From: Yuan Fu <casouri@gmail.com>
To: Theodor Thornhill <theo@thornhill.no>
Cc: emacs-devel <emacs-devel@gnu.org>,
Stefan Monnier <monnier@iro.umontreal.ca>
Subject: Re: Tree-sitter indentation for js-mode & cc-mode
Date: Thu, 27 Oct 2022 08:21:43 -0700 [thread overview]
Message-ID: <A9F73048-7234-41D8-B092-DE1E277CD689@gmail.com> (raw)

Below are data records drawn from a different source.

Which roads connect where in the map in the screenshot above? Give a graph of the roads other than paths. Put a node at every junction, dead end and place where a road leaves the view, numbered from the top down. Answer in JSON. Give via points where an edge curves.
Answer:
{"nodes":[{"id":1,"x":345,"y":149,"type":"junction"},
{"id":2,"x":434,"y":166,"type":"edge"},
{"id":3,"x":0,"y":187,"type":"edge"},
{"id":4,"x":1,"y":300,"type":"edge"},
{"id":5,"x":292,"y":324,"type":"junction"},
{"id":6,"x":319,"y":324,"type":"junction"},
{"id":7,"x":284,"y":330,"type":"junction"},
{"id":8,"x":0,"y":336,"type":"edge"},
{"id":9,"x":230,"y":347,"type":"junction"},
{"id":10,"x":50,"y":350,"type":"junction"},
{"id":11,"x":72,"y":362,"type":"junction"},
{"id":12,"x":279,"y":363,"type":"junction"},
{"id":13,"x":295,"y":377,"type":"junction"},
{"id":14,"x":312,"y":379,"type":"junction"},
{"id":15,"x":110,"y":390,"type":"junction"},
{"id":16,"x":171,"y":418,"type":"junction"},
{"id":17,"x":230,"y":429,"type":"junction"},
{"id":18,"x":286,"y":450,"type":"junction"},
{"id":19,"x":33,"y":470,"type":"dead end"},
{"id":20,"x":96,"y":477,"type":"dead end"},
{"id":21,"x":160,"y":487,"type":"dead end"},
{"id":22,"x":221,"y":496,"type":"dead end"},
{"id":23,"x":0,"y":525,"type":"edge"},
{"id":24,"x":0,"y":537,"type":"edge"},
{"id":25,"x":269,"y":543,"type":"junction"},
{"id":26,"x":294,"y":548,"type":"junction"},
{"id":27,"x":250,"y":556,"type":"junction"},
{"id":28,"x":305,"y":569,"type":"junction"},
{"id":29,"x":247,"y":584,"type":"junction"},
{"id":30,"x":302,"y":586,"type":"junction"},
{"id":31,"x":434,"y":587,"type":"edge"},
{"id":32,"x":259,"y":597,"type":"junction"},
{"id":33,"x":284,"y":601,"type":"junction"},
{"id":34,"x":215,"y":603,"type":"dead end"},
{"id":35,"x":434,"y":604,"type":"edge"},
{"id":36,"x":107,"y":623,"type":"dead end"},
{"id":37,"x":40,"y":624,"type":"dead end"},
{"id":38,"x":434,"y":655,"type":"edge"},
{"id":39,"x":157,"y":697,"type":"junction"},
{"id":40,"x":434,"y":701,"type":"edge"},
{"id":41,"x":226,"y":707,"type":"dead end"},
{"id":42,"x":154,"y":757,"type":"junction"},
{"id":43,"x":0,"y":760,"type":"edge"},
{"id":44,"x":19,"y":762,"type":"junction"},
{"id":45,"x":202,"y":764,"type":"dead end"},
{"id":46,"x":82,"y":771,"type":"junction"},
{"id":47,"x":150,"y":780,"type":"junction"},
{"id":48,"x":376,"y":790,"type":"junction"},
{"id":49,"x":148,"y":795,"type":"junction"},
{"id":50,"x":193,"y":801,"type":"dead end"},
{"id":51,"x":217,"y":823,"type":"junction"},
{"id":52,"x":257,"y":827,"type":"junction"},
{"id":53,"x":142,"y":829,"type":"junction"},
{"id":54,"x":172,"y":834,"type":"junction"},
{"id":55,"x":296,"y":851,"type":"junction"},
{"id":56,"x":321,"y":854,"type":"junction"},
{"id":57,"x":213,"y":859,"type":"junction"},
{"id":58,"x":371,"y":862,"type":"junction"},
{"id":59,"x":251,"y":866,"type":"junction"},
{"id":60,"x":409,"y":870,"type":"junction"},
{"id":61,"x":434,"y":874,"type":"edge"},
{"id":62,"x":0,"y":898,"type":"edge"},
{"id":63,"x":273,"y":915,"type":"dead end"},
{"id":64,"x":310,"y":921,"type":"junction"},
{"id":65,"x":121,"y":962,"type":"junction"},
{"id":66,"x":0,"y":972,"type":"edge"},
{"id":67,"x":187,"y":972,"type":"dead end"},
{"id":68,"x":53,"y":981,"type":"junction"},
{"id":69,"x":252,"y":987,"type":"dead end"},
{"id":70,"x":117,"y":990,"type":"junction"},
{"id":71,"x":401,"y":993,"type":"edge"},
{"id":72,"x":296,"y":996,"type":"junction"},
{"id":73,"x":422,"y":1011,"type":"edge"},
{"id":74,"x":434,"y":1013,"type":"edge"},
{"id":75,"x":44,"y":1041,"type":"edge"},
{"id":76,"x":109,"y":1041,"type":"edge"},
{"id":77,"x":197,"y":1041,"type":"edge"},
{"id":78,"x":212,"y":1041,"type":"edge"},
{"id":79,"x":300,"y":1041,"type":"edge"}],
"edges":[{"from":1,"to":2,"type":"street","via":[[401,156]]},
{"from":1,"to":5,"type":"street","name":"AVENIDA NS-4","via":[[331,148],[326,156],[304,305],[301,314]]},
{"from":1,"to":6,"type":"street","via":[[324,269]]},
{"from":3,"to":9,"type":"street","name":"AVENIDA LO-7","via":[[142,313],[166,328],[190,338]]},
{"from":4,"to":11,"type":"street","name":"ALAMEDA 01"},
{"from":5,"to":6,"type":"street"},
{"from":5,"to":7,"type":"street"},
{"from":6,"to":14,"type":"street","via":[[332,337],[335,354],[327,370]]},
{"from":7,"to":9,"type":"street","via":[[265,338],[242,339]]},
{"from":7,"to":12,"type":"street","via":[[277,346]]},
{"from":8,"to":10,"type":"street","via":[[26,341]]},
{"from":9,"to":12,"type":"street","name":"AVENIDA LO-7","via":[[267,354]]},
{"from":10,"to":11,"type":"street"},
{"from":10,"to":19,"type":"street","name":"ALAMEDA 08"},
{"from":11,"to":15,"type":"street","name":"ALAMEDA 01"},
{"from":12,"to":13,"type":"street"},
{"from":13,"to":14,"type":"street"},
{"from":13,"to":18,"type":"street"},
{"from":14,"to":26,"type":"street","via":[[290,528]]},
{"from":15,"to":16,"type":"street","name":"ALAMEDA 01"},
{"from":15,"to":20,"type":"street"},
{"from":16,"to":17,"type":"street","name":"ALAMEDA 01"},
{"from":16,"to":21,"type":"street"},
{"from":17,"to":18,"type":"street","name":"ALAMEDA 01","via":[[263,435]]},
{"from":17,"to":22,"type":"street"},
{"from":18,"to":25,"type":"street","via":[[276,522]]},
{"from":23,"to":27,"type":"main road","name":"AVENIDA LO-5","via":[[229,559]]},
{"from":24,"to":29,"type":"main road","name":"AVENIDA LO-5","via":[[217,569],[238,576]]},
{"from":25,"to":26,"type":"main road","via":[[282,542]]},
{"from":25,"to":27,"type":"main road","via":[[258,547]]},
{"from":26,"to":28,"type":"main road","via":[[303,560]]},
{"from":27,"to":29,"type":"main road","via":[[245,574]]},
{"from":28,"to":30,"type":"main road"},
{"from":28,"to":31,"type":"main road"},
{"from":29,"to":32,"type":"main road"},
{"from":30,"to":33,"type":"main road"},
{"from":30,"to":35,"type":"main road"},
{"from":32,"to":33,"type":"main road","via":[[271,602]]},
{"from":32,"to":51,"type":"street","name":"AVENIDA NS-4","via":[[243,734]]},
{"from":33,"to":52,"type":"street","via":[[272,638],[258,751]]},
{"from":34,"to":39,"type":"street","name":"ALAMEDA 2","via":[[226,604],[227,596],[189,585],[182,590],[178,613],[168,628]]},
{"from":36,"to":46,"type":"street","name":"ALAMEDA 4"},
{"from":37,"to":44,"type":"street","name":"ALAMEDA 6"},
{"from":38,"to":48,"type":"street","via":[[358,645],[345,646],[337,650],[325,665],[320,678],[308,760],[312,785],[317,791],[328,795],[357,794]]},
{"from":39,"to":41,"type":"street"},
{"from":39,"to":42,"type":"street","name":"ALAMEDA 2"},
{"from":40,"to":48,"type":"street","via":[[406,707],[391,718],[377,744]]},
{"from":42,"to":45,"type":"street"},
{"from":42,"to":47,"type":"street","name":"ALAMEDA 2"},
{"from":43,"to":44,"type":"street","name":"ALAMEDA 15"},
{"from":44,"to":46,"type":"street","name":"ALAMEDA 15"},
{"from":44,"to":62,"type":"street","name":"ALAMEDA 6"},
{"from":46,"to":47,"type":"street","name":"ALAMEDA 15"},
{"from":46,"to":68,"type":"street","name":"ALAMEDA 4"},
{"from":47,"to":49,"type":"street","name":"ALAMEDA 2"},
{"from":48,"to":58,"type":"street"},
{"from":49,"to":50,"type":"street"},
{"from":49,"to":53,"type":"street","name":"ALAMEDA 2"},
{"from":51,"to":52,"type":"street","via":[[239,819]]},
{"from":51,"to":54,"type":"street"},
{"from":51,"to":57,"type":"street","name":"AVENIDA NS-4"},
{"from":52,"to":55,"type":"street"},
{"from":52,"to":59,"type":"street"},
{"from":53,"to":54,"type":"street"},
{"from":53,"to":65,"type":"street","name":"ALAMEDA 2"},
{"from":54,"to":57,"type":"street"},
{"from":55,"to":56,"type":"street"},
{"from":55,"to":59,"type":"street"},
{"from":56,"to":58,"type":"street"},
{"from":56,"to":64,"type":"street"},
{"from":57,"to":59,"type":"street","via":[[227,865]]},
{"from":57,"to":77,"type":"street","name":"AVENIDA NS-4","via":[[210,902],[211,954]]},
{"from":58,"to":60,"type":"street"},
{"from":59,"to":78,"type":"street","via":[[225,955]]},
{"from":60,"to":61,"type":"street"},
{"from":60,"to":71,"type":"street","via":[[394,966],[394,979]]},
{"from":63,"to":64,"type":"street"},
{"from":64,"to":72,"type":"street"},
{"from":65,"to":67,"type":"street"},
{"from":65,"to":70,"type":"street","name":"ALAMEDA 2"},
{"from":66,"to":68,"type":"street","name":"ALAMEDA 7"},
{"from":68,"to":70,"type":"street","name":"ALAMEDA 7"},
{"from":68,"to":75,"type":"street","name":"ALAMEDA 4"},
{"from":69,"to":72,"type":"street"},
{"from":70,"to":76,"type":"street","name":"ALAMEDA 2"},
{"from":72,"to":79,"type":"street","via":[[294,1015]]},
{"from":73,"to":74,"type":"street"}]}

In-Reply-To: <87k04lljh6.fsf@thornhill.no>
> On Oct 27, 2022, at 2:11 AM, Theodor Thornhill <theo@thornhill.no> wrote:
>
>
> Hi Yuan!
>
>> I did some work to allow tree-sitter indentation engine to plug in to
>> c-offset-alist. Currently in a tree-sitter indent rule, we have
>>
>> (MATCHER ANCHOR OFFSET)
>>
>> OFFSET is normally an integer, but now it can also be a syntax symbol
>> recognized by cc-mode’s indentation engine. In that case, tree-sitter
>> indent calculates the indent using c-calc-offset, passing the syntax
>> symbol and anchor position to it, and c-calc-offset will give us the
>> integer offset based on c-offset-alist.
>>
>
> This is cool, but do we really want/need this? I mean, now we're really
> binding these implementations together and allowing all the legacy of CC
> mode to blend in. We also need knowledge of how CC mode names their
> syntactic definitions. IMO one of the big selling points of tree sitter
> is that you can look at other editors implementation and get inspired
> immediately. Now we need deep knowledge of cc mode, don't we? Also,
> why would we want cc mode to calculate this for us? I see what you're
> trying to do, but _I_ think this is a step in the wrong direction.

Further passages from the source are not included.